I am a network security specialist and you people are just too funny saying "cant" "impossible" "illegal" .. .. ..


----------



## britoso (Nov 16, 2010)

morning_wood said:


> link1

Click to collapse



 Nice info.
Packet sniffing over public wifi is well known, but I learnt something new today


----------



## morning_wood (Nov 17, 2010)

Chris Paget hapens to be a personal friend of mine


----------



## sfreemanoh (Nov 17, 2010)

I'm pretty sure intercepting phone calls would still be "illegal", regardless of the fact that you're a network security specialist.

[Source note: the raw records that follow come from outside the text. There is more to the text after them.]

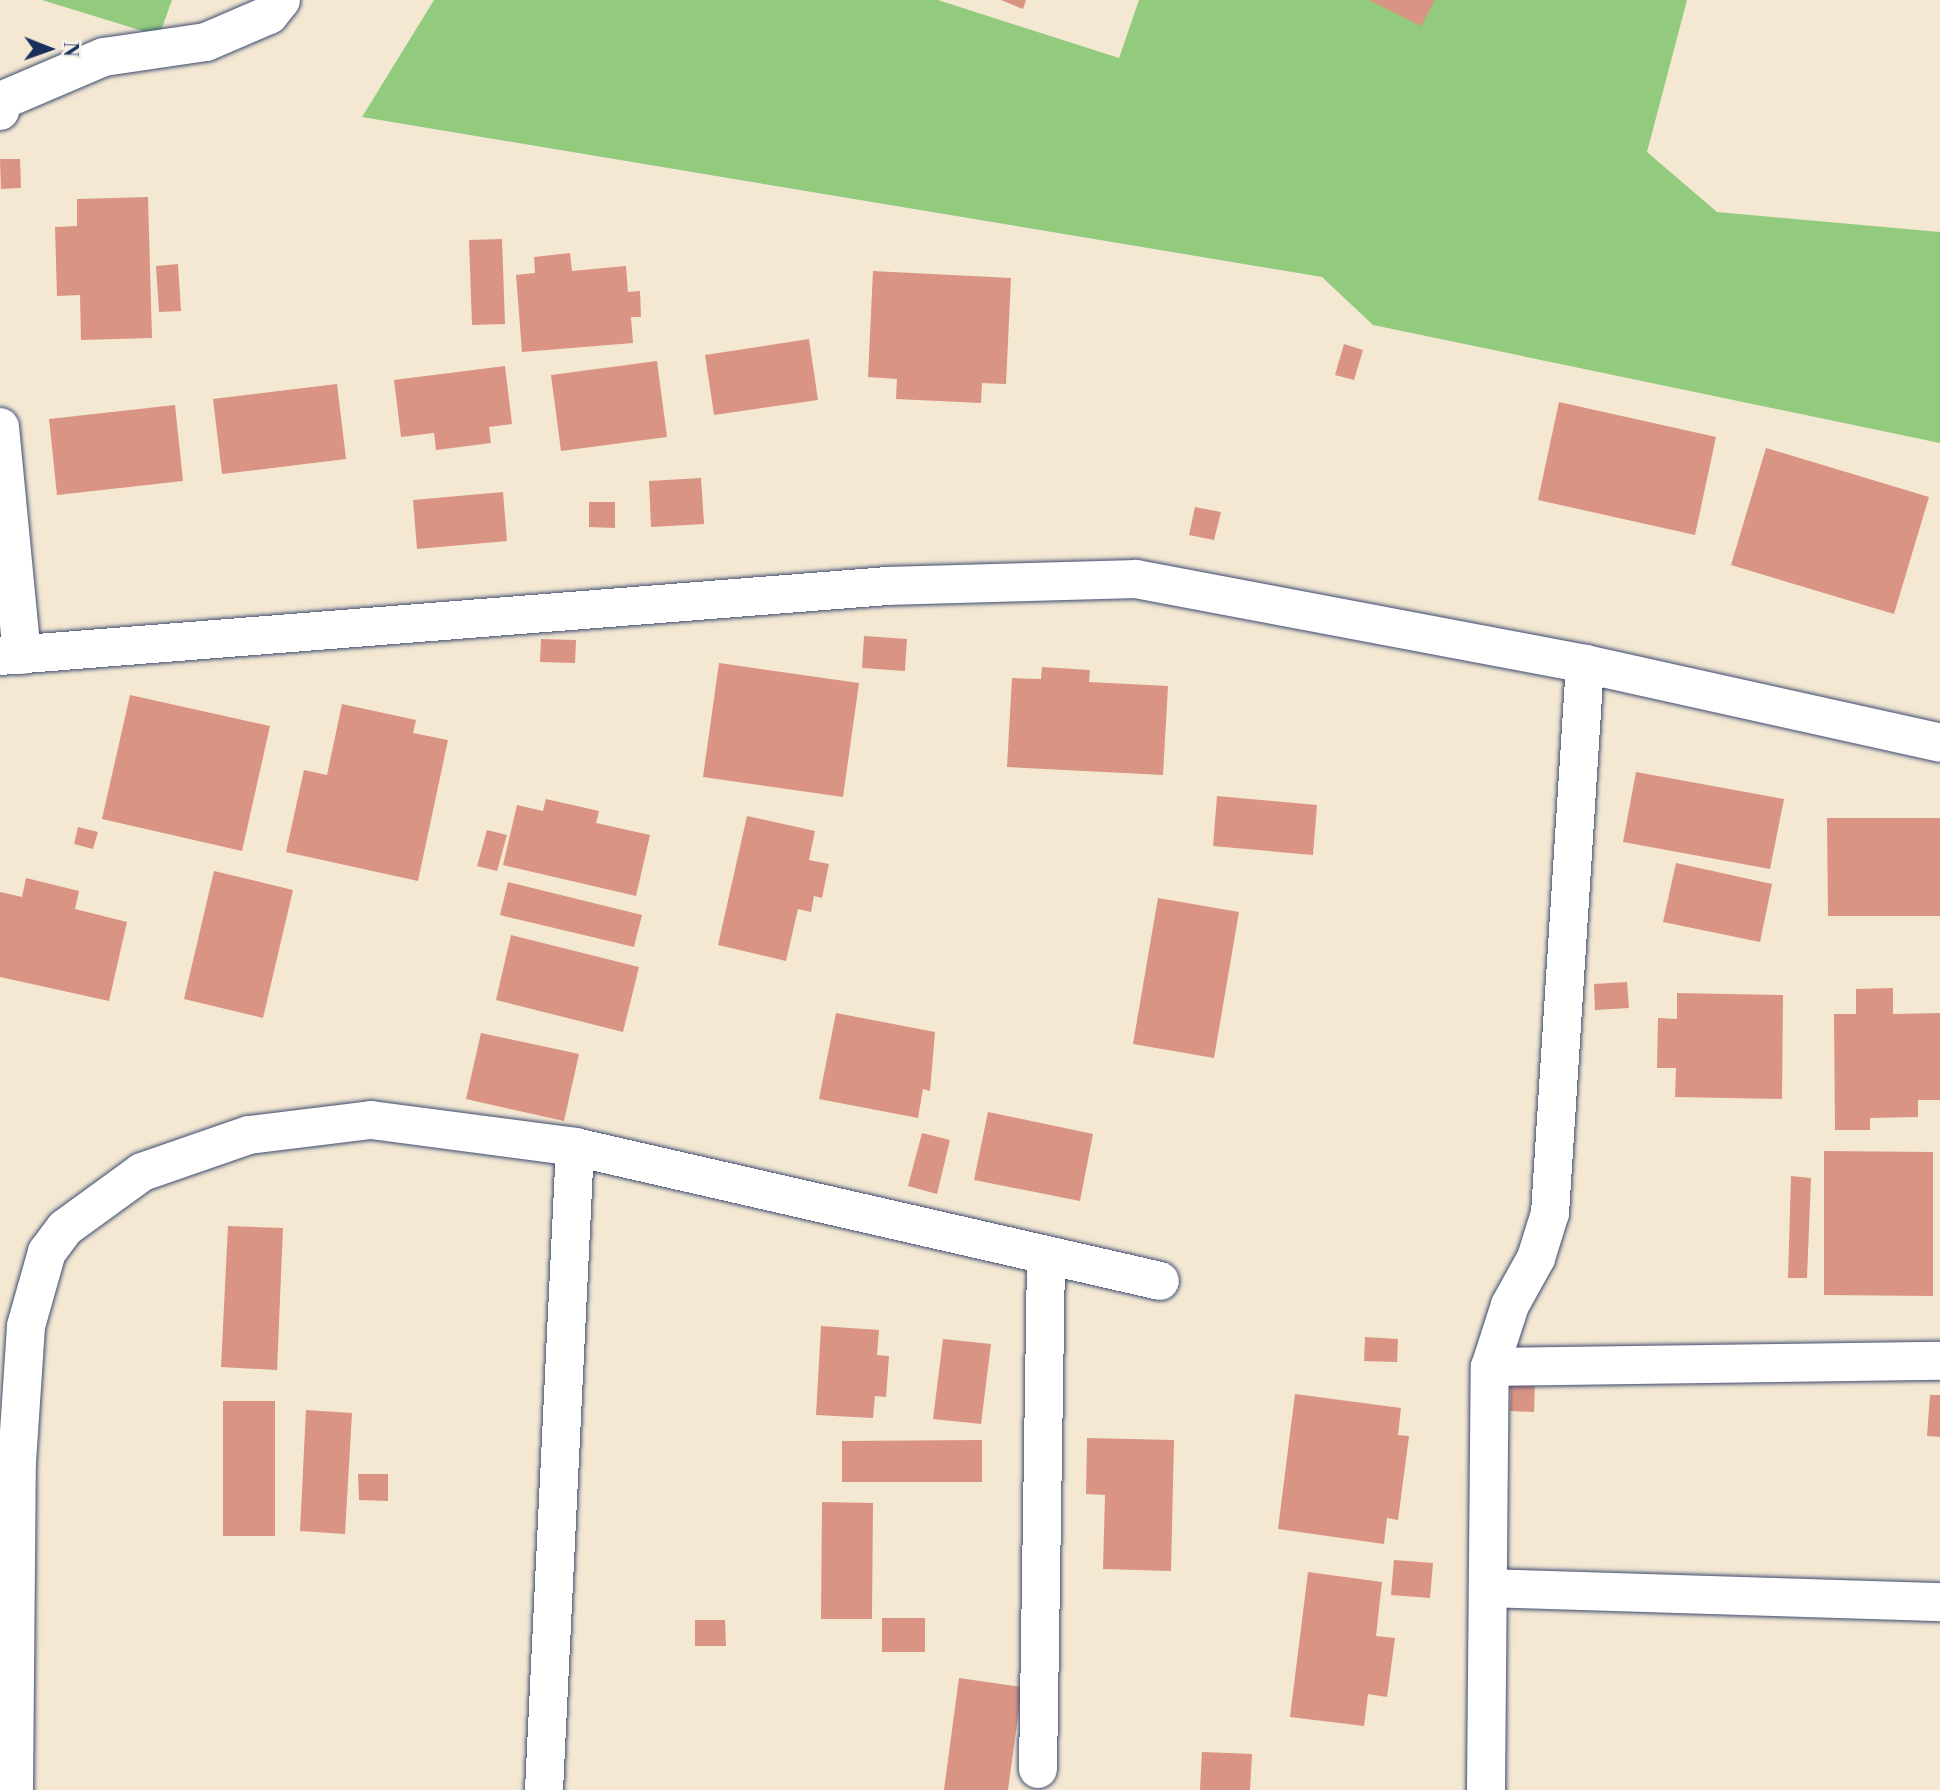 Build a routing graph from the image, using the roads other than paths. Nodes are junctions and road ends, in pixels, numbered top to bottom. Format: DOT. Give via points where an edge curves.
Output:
graph roads {
  1 [pos="281,0"];
  2 [pos="0,111"];
  3 [pos="0,427"];
  4 [pos="11,655"];
  5 [pos="1586,664"];
  6 [pos="1940,743"];
  7 [pos="575,1147"];
  8 [pos="1046,1258"];
  9 [pos="1160,1281"];
  10 [pos="1940,1361"];
  11 [pos="1490,1367"];
  12 [pos="1488,1588"];
  13 [pos="1940,1602"];
  14 [pos="1038,1769"];
  15 [pos="14,1790"];
  16 [pos="544,1790"];
  17 [pos="1486,1790"];
  1 -- 2 [label="street" via="269,15 206,42 104,57 4,100"];
  3 -- 4 [label="street"];
  4 -- 5 [label="street" via="887,586 1136,579"];
  5 -- 6 [label="street"];
  5 -- 11 [label="street" via="1550,1213 1536,1258 1510,1305"];
  7 -- 8 [label="street"];
  7 -- 15 [label="street" via="371,1120 249,1135 142,1172 65,1228 47,1252 26,1326 17,1462"];
  7 -- 16 [label="street"];
  8 -- 9 [label="street"];
  8 -- 14 [label="street"];
  10 -- 11 [label="street"];
  11 -- 12 [label="street"];
  12 -- 13 [label="street"];
  12 -- 17 [label="street"];
}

But yes, nothing is impossible, that's pretty much a given. Give someone enough expertise and resources, anything can be hacked. Encryption is actually important, so the general, uninformed riff-raff can't access anything they want. Like my previous statement, it can still be hacked, but it's better that not being encrypted at all.


morning_wood said:


> this thread is too funny ( lol )
> 
> encryption - lol
> cant sniff - lmao!!
> ...

Click to collapse


----------



## Sunshine08 (Oct 22, 2020)

So, my ex husband is using a packet sniffer to read all of my info that I txt over my phone. He is living with me until he closes on his new house (30 days out). I have installed a VPN on my phone. What else do I need to do? He says he can see all messages that I send, both txt and messenger as well as my calls?? He is a programmer, so I know he knows what he’s doing, how can I get my privacy back? I’m afraid that he will always be spying on me and it’s very frustrating.


----------



## CS7Mbg (Oct 23, 2020)

Sunshine08 said:


> So, my ex husband is using a packet sniffer to read all of my info that I txt over my phone. He is living with me until he closes on his new house (30 days out). I have installed a VPN on my phone. What else do I need to do? He says he can see all messages that I send, both txt and messenger as well as my calls?? He is a programmer, so I know he knows what he’s doing, how can I get my privacy back? I’m afraid that he will always be spying on me and it’s very frustrating.

Click to collapse



Do you use Google Messages app for text messages? If so check if it is connected to Messages for web. Also if you use Whatsapp check if it is connected to Whatsapp web. I recommend to change password for all the services, Google, Facebook and so on and reset the phone to factory defaults. I don't think this has anything to do with packet sniffing.


----------